NIGERIA WATCH: What this means for terminal operators, freight forwarders, and port stakeholders
The NPA’s position on concession renewals has far-reaching implications for virtually every layer of Nigeria’s maritime supply chain.
For terminal operators at Apapa, Tin Can Island, and the emerging Lekki Deep Sea Port, the delay introduces commercial uncertainty — investment decisions on equipment, berth upgrades, and staffing are difficult to commit to without clarity on tenure. Some operators are believed to be operating on tacit month-to-month arrangements, a situation that discourages capital expenditure.
For freight forwarders and shippers, stability of terminal operations directly affects cargo handling efficiency, tariff predictability, and turnaround times. Protracted uncertainty at the operator level has a downstream effect on the cost of doing business through Nigerian ports.
The NPA’s hint that new investors could enter if existing concessionaires step aside is significant. It opens the door to fresh capital and potentially more competitive terminal management — but only if the review produces the legally watertight agreements Dantsoho is promising.

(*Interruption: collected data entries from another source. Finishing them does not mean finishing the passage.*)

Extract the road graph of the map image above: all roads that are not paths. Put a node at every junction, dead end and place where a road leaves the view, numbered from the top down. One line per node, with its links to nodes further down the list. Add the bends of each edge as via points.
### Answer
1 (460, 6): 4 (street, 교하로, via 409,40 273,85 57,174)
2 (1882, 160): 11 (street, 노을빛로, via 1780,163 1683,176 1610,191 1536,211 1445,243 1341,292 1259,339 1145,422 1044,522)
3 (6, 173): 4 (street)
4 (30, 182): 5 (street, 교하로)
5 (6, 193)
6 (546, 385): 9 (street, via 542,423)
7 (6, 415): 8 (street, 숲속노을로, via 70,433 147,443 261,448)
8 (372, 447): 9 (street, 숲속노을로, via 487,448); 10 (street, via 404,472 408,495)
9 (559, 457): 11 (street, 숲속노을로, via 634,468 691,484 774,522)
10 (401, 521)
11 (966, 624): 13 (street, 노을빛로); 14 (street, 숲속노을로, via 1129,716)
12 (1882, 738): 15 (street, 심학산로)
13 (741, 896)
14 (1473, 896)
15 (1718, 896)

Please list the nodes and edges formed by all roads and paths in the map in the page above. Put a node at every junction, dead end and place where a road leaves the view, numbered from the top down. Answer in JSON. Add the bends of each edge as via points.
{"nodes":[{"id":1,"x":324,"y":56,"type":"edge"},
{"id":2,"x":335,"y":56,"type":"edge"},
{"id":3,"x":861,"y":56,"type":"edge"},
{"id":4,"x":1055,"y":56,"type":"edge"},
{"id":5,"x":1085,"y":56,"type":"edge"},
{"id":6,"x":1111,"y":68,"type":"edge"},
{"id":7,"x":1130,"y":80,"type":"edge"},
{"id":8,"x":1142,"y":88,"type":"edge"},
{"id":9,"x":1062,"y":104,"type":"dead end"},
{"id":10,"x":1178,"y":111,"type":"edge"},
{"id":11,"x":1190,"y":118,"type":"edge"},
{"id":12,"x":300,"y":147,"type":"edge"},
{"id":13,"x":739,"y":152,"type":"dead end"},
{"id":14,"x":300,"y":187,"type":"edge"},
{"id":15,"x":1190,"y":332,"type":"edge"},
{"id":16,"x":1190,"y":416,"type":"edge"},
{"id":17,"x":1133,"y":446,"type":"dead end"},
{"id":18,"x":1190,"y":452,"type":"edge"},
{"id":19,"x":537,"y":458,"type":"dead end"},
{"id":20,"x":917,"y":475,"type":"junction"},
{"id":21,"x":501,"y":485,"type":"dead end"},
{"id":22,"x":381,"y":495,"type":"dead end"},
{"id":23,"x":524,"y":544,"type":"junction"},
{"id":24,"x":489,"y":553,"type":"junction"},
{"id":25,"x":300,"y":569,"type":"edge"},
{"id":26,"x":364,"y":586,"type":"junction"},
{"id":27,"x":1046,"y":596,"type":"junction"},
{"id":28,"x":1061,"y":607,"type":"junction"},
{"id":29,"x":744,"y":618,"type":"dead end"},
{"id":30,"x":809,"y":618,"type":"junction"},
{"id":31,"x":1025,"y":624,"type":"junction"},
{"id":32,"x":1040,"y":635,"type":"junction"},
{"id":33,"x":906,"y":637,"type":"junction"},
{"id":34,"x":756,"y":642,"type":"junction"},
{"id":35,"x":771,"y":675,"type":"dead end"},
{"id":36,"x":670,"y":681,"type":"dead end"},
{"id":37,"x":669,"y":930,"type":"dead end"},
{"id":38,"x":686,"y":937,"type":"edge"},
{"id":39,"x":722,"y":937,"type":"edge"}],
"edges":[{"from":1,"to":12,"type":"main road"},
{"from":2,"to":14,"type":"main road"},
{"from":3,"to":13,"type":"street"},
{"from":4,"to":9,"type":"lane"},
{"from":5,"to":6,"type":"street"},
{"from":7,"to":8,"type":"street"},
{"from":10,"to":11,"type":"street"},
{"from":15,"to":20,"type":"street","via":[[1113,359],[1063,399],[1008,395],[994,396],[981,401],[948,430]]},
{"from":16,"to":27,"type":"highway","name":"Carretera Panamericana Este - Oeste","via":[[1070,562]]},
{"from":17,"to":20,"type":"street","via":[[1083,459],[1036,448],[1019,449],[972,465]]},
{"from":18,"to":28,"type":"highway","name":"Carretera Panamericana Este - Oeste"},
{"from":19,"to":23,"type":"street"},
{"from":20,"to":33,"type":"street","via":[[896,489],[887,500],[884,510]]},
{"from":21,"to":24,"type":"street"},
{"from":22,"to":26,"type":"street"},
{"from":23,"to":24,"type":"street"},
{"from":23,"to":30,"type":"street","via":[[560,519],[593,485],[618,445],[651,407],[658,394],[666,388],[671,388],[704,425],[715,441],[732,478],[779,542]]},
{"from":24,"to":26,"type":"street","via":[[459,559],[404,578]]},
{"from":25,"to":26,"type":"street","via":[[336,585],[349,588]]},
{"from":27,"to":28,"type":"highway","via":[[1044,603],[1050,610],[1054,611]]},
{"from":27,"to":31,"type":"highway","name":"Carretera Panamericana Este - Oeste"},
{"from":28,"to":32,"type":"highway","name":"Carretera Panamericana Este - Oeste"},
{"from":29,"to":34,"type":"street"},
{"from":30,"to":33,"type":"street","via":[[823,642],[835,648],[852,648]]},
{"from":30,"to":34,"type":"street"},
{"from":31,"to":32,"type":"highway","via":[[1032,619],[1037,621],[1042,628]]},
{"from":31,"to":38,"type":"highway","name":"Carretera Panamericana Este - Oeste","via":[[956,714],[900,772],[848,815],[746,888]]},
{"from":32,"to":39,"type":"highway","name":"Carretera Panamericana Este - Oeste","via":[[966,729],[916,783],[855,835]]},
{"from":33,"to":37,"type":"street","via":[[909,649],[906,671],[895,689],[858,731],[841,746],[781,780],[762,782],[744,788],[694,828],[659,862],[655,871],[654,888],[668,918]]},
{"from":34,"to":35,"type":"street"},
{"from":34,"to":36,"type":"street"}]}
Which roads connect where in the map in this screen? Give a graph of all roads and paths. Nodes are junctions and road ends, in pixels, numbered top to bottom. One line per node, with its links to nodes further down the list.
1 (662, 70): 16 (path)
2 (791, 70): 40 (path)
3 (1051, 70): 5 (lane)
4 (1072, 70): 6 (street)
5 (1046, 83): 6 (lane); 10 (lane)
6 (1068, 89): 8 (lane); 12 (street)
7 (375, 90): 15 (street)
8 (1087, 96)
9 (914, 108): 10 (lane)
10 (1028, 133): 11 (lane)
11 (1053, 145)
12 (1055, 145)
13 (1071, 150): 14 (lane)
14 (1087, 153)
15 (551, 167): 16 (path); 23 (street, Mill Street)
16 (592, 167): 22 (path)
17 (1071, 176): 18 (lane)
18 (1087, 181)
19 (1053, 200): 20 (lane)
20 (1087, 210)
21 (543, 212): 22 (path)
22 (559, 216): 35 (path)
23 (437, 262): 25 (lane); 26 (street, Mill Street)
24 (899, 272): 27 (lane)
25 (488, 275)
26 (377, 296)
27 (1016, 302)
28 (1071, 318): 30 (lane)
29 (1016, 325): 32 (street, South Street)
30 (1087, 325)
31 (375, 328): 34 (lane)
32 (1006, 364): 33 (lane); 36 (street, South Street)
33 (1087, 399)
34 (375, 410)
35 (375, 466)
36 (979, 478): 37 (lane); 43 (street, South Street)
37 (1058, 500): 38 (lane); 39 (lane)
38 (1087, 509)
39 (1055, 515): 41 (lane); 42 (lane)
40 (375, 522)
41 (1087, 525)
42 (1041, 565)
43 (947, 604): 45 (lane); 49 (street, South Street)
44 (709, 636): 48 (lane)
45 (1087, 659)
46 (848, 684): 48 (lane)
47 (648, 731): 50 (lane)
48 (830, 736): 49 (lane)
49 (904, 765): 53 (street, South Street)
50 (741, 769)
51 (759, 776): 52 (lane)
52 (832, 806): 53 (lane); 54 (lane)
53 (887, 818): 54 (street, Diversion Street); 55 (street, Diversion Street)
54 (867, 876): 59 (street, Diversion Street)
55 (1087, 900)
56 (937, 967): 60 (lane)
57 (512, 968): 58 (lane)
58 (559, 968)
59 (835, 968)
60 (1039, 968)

On ICDs and bonded terminals, the warning is clear: the congestion-driven business model of the past is fading. As the NPA and the Nigerian Shippers’ Council (NSC) continue to push efficiency reforms, facilities that once thrived on cargo diversion and storage overflow must find new value propositions — whether in last-mile logistics, warehousing, or value-added trade facilitation services.
The Federal Ministry of Marine and Blue Economy and NIMASA will also be watching closely, as the outcome of the concession review will set the template for how Nigeria manages its blue economy assets going forward — and whether the country can finally position its ports as competitive gateways in the West African sub-region.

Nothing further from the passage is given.